New Grass Valley store caters to ‘preppers’
Special to The Union
“Be prepared” is becoming more than just a Boy Scout motto. Preppers, individuals or groups that are readying their homes and supplies in case of natural disaster, financial collapse, or even Armageddon, are heeding the motto as well.
“Prepping is being prepared for the unknown,” said Brent Cassel, part owner of Team Three Tactical and Survival. “In this county, it’s mostly the weather.”
Cassel started the business, which opened its doors June 2, along with his fiancee Erin Hart and future brother-in-law, Ben Nix.
Cassel said that there are many people in the area that like to go back to the land, and his business carries the supplies that make that possible.
“We’ve gotten hooked up with a lot of great suppliers,” he said.
Specializing in tactical, survival gear, camouflage, and more, Cassel said they “can get anything from matches to armored vehicles, depending on a person’s needs.”
The business has knives, Tasers, and other personal protection gear, including aluminum pens that can be used for defense. Team Three is also in the process of getting a federal firearms license.
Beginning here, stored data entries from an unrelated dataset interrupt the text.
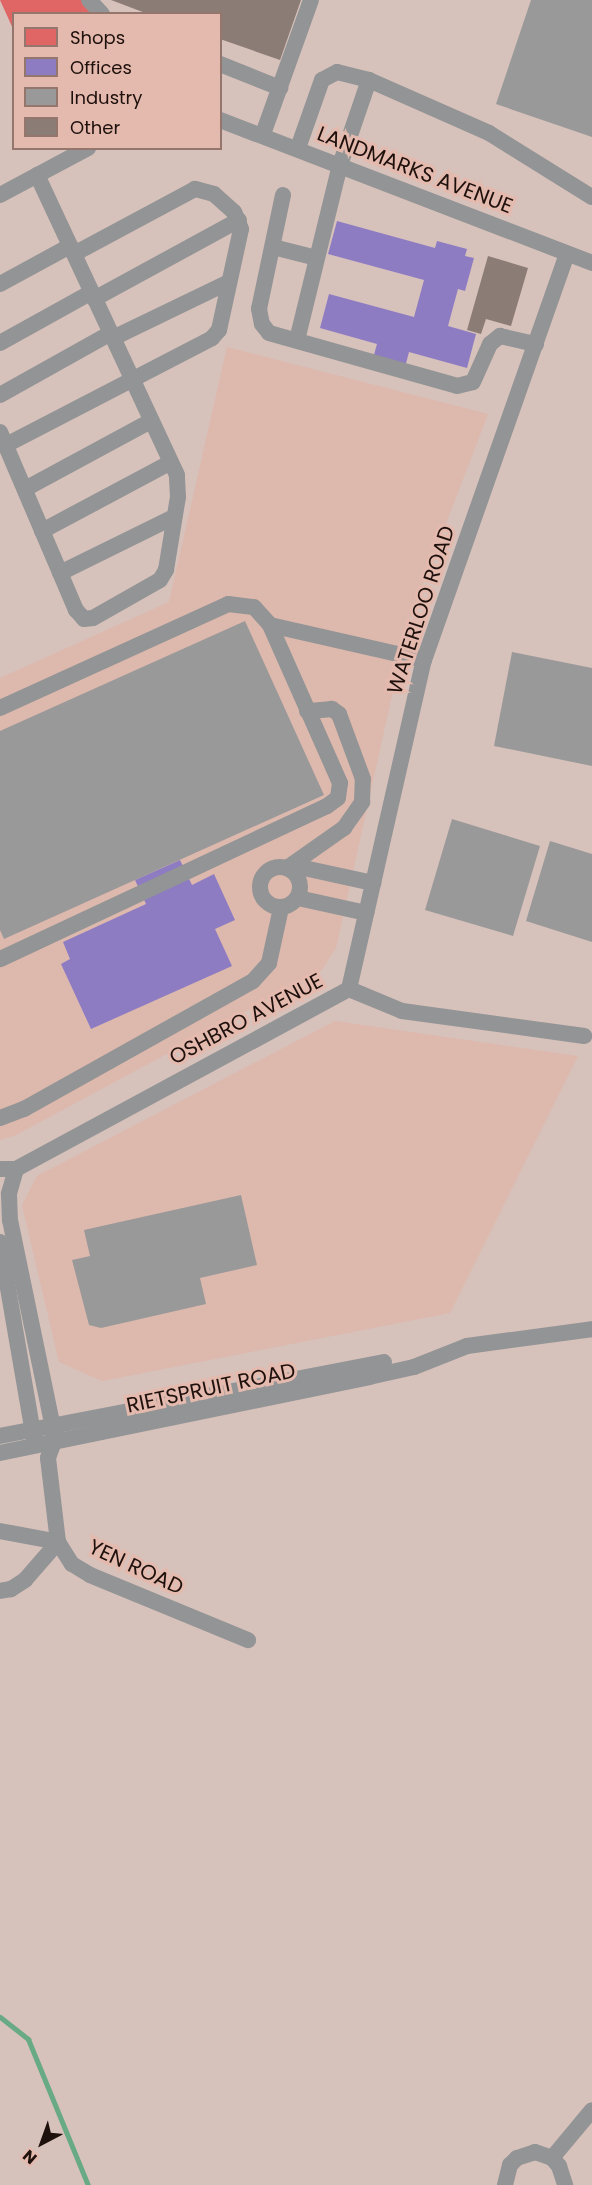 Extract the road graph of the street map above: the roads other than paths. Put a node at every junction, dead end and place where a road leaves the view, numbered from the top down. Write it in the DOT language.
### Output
graph roads {
  1 [pos="89,0"];
  2 [pos="311,0"];
  3 [pos="100,12"];
  4 [pos="222,65"];
  5 [pos="369,80"];
  6 [pos="280,88"];
  7 [pos="222,121"];
  8 [pos="263,134"];
  9 [pos="298,148"];
  10 [pos="84,150"];
  11 [pos="340,165"];
  12 [pos="37,175"];
  13 [pos="0,195"];
  14 [pos="283,195"];
  15 [pos="592,197"];
  16 [pos="239,220"];
  17 [pos="273,247"];
  18 [pos="72,250"];
  19 [pos="567,254"];
  20 [pos="316,258"];
  21 [pos="592,263"];
  22 [pos="229,282"];
  23 [pos="0,284"];
  24 [pos="93,296"];
  25 [pos="112,336"];
  26 [pos="297,340"];
  27 [pos="0,344"];
  28 [pos="536,344"];
  29 [pos="132,380"];
  30 [pos="0,395"];
  31 [pos="152,421"];
  32 [pos="3,439"];
  33 [pos="171,462"];
  34 [pos="25,489"];
  35 [pos="174,517"];
  36 [pos="42,531"];
  37 [pos="60,573"];
  38 [pos="270,625"];
  39 [pos="424,660"];
  40 [pos="0,708"];
  41 [pos="307,711"];
  42 [pos="289,869"];
  43 [pos="373,883"];
  44 [pos="298,898"];
  45 [pos="281,908"];
  46 [pos="366,914"];
  47 [pos="0,959"];
  48 [pos="349,989"];
  49 [pos="584,1036"];
  50 [pos="0,1118"];
  51 [pos="8,1169"];
  52 [pos="0,1242"];
  53 [pos="592,1329"];
  54 [pos="0,1436"];
  55 [pos="34,1438"];
  56 [pos="52,1443"];
  57 [pos="0,1453"];
  58 [pos="0,1531"];
  59 [pos="58,1542"];
  60 [pos="0,1591"];
  61 [pos="248,1640"];
  62 [pos="592,2110"];
  63 [pos="552,2158"];
  64 [pos="505,2185"];
  65 [pos="565,2185"];
  1 -- 3 [label="street"];
  2 -- 6 [label="street"];
  4 -- 6 [label="street"];
  5 -- 9 [label="street"];
  5 -- 11 [label="street"];
  5 -- 15 [label="street"];
  6 -- 8 [label="street"];
  7 -- 8 [label="street, LANDMARKS AVENUE"];
  8 -- 9 [label="street, LANDMARKS AVENUE"];
  9 -- 11 [label="street, LANDMARKS AVENUE"];
  10 -- 12 [label="street"];
  11 -- 19 [label="street, LANDMARKS AVENUE"];
  11 -- 20 [label="street"];
  12 -- 13 [label="street"];
  12 -- 18 [label="street"];
  14 -- 17 [label="street"];
  16 -- 18 [label="street"];
  16 -- 22 [label="street"];
  16 -- 24 [label="street"];
  17 -- 20 [label="street"];
  17 -- 26 [label="street"];
  18 -- 23 [label="street"];
  18 -- 24 [label="street"];
  19 -- 21 [label="street, LANDMARKS AVENUE"];
  19 -- 28 [label="street, WATERLOO ROAD"];
  20 -- 26 [label="street"];
  22 -- 25 [label="street"];
  22 -- 29 [label="street"];
  24 -- 25 [label="street"];
  24 -- 27 [label="street"];
  25 -- 29 [label="street"];
  25 -- 30 [label="street"];
  26 -- 28 [label="street"];
  28 -- 39 [label="street, WATERLOO ROAD"];
  29 -- 31 [label="street"];
  29 -- 32 [label="street"];
  31 -- 33 [label="street"];
  31 -- 34 [label="street"];
  32 -- 34 [label="street"];
  33 -- 35 [label="street"];
  33 -- 36 [label="street"];
  34 -- 36 [label="street"];
  35 -- 37 [label="street"];
  35 -- 37 [label="street"];
  36 -- 37 [label="street"];
  38 -- 39 [label="street"];
  38 -- 40 [label="street"];
  38 -- 41 [label="street"];
  39 -- 43 [label="street, WATERLOO ROAD"];
  41 -- 42 [label="street"];
  41 -- 47 [label="street"];
  42 -- 43 [label="street"];
  42 -- 44 [label="street"];
  42 -- 45 [label="street"];
  43 -- 46 [label="street, WATERLOO ROAD"];
  44 -- 45 [label="street"];
  44 -- 46 [label="street"];
  45 -- 50 [label="street"];
  46 -- 48 [label="street, WATERLOO ROAD"];
  48 -- 49 [label="street, OSHBRO AVENUE"];
  48 -- 51 [label="street, OSHBRO AVENUE"];
  51 -- 56 [label="street, YEN ROAD"];
  52 -- 55 [label="street"];
  53 -- 56 [label="street, RIETSPRUIT ROAD"];
  54 -- 55 [label="street, RIETSPRUIT ROAD"];
  55 -- 56 [label="street, RIETSPRUIT ROAD"];
  55 -- 56 [label="street"];
  55 -- 57 [label="street, RIETSPRUIT ROAD"];
  56 -- 59 [label="street, YEN ROAD"];
  58 -- 59 [label="street"];
  59 -- 60 [label="street"];
  59 -- 61 [label="street, YEN ROAD"];
  62 -- 63 [label="street"];
  63 -- 64 [label="street"];
  63 -- 65 [label="street"];
}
Cassel said that getting the license is a long process, but he expects to receive it in about six months.
They’re also focused on food supplies. Cassel is the son of Paulette, of Paulette’s Country Kitchen, so he said that carrying good food is important to him. Team Three carries three day packs as well as freeze dried food from Mountain House.
Cassel said that they can also special order items that aren’t in the store.
“Preppers are actually the best thing for society … because they are prepared,” said Doug Hoffman of Sierra School of Survival.
Hoffman made an appearance on the National Geographic Channel’s “Doomsday Preppers” during the show’s last season.
“When disasters happen, preppers are the best thing because they’re not draining the supply for others,” he said.
Hoffman teaches prepping classes all over the United States. He said he loves California and calls a 300 acre ranch in Placerville home. He teaches monthly survival classes out on the ranch that are booked out six months in advance.
“Prepping is about you having enough water and food for your family,” he said.
He recommended buying only whole foods for storage, like bags of beans and canned goods. He said to double-up when visiting a store – instead of buying one can of tomato soup, buy two.
Hoffman also said that he’s telling his students to have everything prepared for a disaster by the fall of 2012.
“This is not going to be the same country come Christmas of 2013,” he cautioned.
Cassel said that his business is focused on helping to keep one’s self and family safe.
“We’re trying to supply people that are preparing for snow storms all the way up to Doomsday,” he said.
“I do think that people should have some preparation for everyday life,” he added.
By opening up his store, Cassel is hoping to keep the business personal and local. He wants it to be a meeting place for like-minded individuals to share ideas.
“It’s good to be prepared,” he said.